Closed schuettecarsten closed 6 months ago
can you post the debug output here please?
It looks like this only happens when irqbalance runs in a procd "jail". If I try to redirect console output from irqbalance into a file, the issue is not reproduceable. If I remove the file, the issue comes back. Is it possible that there is a timing or caching issue in irqbalance startup code when checking for banned IRQs?
That....doesn't make any sense. When you say proc jail, I assume you are referring to a file namespace that bind mounts /proc? Are you by any chance running a second copy of irqbalance in the init namespace without the banning settings? If you need to stop other irqbalance services and run it once in a screen session with logging enabled, so you don't have to do the file redirection. But what you're describing definately sounds like you're running irqbalance twice with different settings for each instance, and they're competing with each other.
Also, what version of irqbalance are you running?
Yes, I know that this does not make sense, I have no idea what's going on, I can only see that the value of /proc/irq/27/smp_affinity and /proc/irq/28/smp_affinity sometimes switches vom f to 2 to 8 after irqbalance was started.
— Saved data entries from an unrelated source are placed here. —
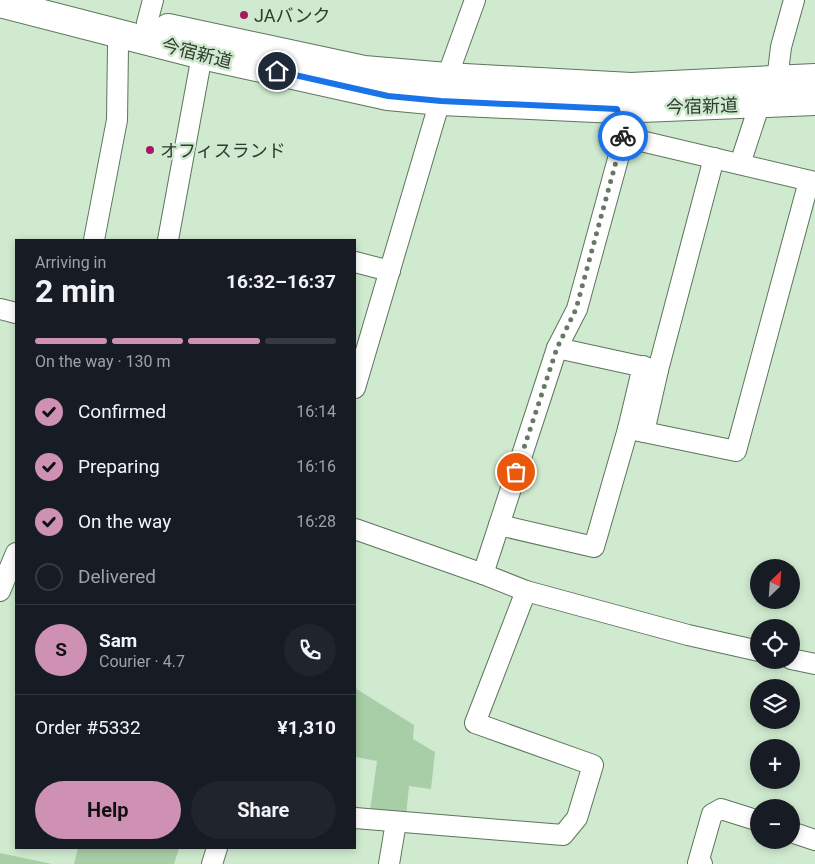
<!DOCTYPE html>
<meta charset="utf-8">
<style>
:root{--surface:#171b24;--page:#20242c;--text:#f1f3f6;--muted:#9ea1a6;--line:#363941;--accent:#ce91b4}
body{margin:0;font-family:Roboto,"Noto Sans JP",sans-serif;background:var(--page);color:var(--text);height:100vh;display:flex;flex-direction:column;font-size:19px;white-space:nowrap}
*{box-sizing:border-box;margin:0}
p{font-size:16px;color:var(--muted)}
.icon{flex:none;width:28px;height:28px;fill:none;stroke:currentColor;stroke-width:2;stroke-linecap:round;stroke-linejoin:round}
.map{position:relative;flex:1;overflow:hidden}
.sheet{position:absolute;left:15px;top:239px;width:341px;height:610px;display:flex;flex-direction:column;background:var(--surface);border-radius:0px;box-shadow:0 2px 8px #0003}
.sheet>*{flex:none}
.needle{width:32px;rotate:25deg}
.controls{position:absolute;left:750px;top:559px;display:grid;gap:10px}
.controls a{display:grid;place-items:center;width:50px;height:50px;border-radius:50%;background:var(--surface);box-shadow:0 2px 8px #0003;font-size:25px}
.pin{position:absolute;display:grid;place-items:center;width:42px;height:42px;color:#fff;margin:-21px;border:2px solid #fff;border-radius:50%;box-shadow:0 1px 5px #0007}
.courier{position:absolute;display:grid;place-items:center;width:50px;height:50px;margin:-25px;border:4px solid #1a73e8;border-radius:50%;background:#fff;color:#222;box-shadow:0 1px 6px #0007}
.headline em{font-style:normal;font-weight:700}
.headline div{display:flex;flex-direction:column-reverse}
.headline{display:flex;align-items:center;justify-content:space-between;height:85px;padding:0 20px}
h1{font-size:32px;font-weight:700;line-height:38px}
.bar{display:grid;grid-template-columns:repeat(4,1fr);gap:8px 5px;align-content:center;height:60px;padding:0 20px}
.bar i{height:6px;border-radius:4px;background:var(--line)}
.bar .on{background:var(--accent)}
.bar p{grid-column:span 4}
.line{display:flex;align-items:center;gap:12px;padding:0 20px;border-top:1px solid var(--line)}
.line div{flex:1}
.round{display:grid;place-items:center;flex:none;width:52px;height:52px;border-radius:26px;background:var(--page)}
ol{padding:0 20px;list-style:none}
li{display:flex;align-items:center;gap:15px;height:55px}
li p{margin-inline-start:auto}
li .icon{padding:5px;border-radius:50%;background:var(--accent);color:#111;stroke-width:4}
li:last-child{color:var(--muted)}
li i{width:28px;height:28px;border:2px solid var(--line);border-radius:50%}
.action{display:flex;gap:10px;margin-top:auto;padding:10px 20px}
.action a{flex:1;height:58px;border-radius:30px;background:var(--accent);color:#111;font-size:20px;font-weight:700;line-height:58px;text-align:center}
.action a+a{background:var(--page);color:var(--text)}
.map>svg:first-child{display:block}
</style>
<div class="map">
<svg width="815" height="864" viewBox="0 0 815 864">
<rect width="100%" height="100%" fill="#cfeace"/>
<!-- green -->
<g fill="#a7cea7">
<path d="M355 688 414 725 413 739 435 752 431 789 409 786 406 816 370 811 377 761 355 757Z"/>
<path d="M78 848H179L174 864H74Z"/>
<path d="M0 853 52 864H0Z"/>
</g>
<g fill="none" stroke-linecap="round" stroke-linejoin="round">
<defs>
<g id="minor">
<path d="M147 23 153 0"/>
<path d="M777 80 781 47 794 0"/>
<path d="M621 126 624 137 815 182"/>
<path d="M740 164 760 103"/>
<path d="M94 240 117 120 118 46 120 34"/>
<path d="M168 240 202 55"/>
<path d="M355 262 390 271"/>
<path d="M0 309 16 313"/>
<path d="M557 348 658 370 644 432 628 429 643 366"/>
<path d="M658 370 714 158"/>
<path d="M355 388 447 77 475 0"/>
<path d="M644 432 736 451 809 181"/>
<path d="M499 525 594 547 628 429"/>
<path d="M355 529 483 574 557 348 577 309 624 137"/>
<path d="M0 591 16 553"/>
<path d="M526 591 688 635 759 651"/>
<path d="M791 659 815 664"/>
<path d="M355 818 563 835 577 818 593 765 475 723 526 591 483 574"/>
<path d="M791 832 815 840"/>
<path d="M212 864 217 848"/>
<path d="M389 864 396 822"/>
<path d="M702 864 698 863 712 814 721 809 759 821"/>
</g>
<g id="highway">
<path d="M0 3 202 55 388 96 441 101 617 109 815 101"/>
<path d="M168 28 364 70 447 77 631 87 815 78"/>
</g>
</defs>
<!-- minor casing -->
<use href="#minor" stroke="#5d755d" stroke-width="22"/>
<!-- highway casing -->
<use href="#highway" stroke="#5d755d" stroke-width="30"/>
<!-- minor -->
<use href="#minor" stroke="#fff" stroke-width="20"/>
<!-- highway -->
<use href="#highway" stroke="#fff" stroke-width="28"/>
</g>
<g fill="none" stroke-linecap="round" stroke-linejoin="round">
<!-- done -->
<path stroke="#687867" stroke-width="5" stroke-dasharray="0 9" d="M516 472 557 348 576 309 623 136"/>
<!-- route -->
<path stroke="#1a73e8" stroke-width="6" d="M277 71 388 96 441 101 617 109 623 136"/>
</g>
<!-- markers -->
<g fill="#a31a63" stroke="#cfeace" stroke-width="2">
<circle cx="244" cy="15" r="5"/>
<circle cx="150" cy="150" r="5"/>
</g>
<g text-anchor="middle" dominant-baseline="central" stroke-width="5" stroke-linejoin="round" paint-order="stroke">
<!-- poi labels -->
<g font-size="18" fill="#303b30" stroke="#cfeace" text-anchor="start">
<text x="254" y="15">JAバンク</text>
<text x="160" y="150">オフィスランド</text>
</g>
<!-- street labels -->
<g font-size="18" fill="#303b30" stroke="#cfeace">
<text transform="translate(197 53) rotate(14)">今宿新道</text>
<text transform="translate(702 106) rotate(-2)">今宿新道</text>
</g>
</g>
</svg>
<div class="controls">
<a><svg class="needle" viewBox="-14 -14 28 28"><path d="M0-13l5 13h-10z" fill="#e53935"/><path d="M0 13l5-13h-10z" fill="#9ea1a6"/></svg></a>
<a><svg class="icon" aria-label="locate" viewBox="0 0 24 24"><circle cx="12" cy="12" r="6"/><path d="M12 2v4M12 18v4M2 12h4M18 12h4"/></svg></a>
<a><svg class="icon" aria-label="layers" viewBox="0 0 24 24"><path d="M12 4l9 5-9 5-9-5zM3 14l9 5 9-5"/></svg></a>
<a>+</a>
<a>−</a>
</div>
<div class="pin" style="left:516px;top:472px;background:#ea580c"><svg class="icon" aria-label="bag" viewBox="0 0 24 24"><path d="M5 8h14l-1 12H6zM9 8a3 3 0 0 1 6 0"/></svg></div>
<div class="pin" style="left:277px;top:71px;background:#1f2937"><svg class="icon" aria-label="home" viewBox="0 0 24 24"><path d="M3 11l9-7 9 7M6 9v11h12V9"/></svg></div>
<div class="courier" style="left:623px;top:136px"><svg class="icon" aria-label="bike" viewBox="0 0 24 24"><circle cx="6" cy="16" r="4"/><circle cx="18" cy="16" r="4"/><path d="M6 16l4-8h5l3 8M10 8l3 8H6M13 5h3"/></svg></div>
<section class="sheet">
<div class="headline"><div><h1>2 min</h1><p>Arriving in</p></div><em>16:32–16:37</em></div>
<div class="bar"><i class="on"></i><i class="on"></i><i class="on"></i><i></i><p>On the way · 130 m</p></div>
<ol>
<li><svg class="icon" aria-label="check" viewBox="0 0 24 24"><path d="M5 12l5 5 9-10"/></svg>Confirmed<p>16:14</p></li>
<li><svg class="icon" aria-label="check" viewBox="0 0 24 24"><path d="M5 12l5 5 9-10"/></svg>Preparing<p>16:16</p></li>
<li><svg class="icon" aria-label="check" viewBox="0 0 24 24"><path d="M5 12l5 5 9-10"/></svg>On the way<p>16:28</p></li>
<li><i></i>Delivered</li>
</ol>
<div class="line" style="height:90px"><b class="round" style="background:var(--accent);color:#111">S</b><div><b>Sam</b><p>Courier · 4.7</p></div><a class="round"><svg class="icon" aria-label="phone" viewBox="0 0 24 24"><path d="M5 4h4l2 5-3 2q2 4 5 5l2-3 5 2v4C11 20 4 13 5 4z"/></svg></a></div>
<div class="line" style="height:65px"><div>Order #5332</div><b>¥1,310</b></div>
<div class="action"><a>Help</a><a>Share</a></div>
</section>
</div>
It is reproduceable when I start irqbalance using the default script that is provided with OpenWRT.
What I can see is:
This command line works:
/usr/sbin/irqbalance -f -d -c 2 -t 10 -i 14 -i 27 -i 28 -i 30
Log output from startup:
Wed Feb 28 18:21:33 2024 daemon.info irqbalance[25277]: IRQ 14 was BANNED.
Wed Feb 28 18:21:33 2024 daemon.info irqbalance[25277]: IRQ 27 was BANNED.
Wed Feb 28 18:21:33 2024 daemon.info irqbalance[25277]: IRQ 28 was BANNED.
Wed Feb 28 18:21:33 2024 daemon.info irqbalance[25277]: IRQ 30 was BANNED.
Wed Feb 28 18:21:33 2024 daemon.info irqbalance[25277]: This machine seems not NUMA capable.
Wed Feb 28 18:21:33 2024 daemon.info irqbalance[25277]: Prevent irq assignment to these isolated CPUs: 00000000
Wed Feb 28 18:21:33 2024 daemon.info irqbalance[25277]: Prevent irq assignment to these adaptive-ticks CPUs: 00000000
Wed Feb 28 18:21:33 2024 daemon.info irqbalance[25277]: Banned CPUs: 00000000
Wed Feb 28 18:21:33 2024 daemon.info irqbalance[25277]: Package 0: numa_node -1 cpu mask is 0000000f (load 0)
Wed Feb 28 18:21:33 2024 daemon.info irqbalance[25277]: Cache domain 0: numa_node is -1 cpu mask is 0000000f (load 0)
Wed Feb 28 18:21:33 2024 daemon.info irqbalance[25277]: CPU number 3 numa_node is -1 (load 0)
Wed Feb 28 18:21:33 2024 daemon.info irqbalance[25277]: CPU number 1 numa_node is -1 (load 0)
Wed Feb 28 18:21:33 2024 daemon.info irqbalance[25277]: CPU number 2 numa_node is -1 (load 0)
Wed Feb 28 18:21:33 2024 daemon.info irqbalance[25277]: CPU number 0 numa_node is -1 (load 0)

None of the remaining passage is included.